**SUPPLIED RECORDS:**
^^^^

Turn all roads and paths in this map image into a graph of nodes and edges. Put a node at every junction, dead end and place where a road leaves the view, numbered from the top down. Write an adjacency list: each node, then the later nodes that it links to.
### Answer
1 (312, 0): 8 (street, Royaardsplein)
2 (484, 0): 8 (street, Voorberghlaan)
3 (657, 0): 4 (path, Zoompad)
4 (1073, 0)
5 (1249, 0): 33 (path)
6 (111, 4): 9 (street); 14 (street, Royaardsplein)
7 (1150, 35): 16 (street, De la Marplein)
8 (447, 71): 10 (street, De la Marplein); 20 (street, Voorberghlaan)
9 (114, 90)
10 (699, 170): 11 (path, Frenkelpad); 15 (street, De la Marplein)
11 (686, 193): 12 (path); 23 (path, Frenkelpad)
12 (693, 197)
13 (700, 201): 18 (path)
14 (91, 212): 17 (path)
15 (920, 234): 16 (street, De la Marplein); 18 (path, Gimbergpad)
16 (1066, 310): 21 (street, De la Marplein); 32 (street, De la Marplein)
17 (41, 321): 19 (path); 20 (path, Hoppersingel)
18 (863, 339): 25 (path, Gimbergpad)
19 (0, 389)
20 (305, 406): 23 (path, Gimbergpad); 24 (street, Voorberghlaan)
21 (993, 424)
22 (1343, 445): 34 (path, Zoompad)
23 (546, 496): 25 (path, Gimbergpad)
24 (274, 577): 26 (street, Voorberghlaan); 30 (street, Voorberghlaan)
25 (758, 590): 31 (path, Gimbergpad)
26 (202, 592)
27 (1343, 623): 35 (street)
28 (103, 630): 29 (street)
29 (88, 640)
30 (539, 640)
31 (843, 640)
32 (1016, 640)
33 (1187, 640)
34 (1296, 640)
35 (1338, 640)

^^^^

**PROMPT:** A faithful, complete reproduction of the listing above is requested.

**TASK SOLUTION:**
Turn all roads and paths in this map image into a graph of nodes and edges. Put a node at every junction, dead end and place where a road leaves the view, numbered from the top down. Write an adjacency list: each node, then the later nodes that it links to.
### Answer
1 (312, 0): 8 (street, Royaardsplein)
2 (484, 0): 8 (street, Voorberghlaan)
3 (657, 0): 4 (path, Zoompad)
4 (1073, 0)
5 (1249, 0): 33 (path)
6 (111, 4): 9 (street); 14 (street, Royaardsplein)
7 (1150, 35): 16 (street, De la Marplein)
8 (447, 71): 10 (street, De la Marplein); 20 (street, Voorberghlaan)
9 (114, 90)
10 (699, 170): 11 (path, Frenkelpad); 15 (street, De la Marplein)
11 (686, 193): 12 (path); 23 (path, Frenkelpad)
12 (693, 197)
13 (700, 201): 18 (path)
14 (91, 212): 17 (path)
15 (920, 234): 16 (street, De la Marplein); 18 (path, Gimbergpad)
16 (1066, 310): 21 (street, De la Marplein); 32 (street, De la Marplein)
17 (41, 321): 19 (path); 20 (path, Hoppersingel)
18 (863, 339): 25 (path, Gimbergpad)
19 (0, 389)
20 (305, 406): 23 (path, Gimbergpad); 24 (street, Voorberghlaan)
21 (993, 424)
22 (1343, 445): 34 (path, Zoompad)
23 (546, 496): 25 (path, Gimbergpad)
24 (274, 577): 26 (street, Voorberghlaan); 30 (street, Voorberghlaan)
25 (758, 590): 31 (path, Gimbergpad)
26 (202, 592)
27 (1343, 623): 35 (street)
28 (103, 630): 29 (street)
29 (88, 640)
30 (539, 640)
31 (843, 640)
32 (1016, 640)
33 (1187, 640)
34 (1296, 640)
35 (1338, 640)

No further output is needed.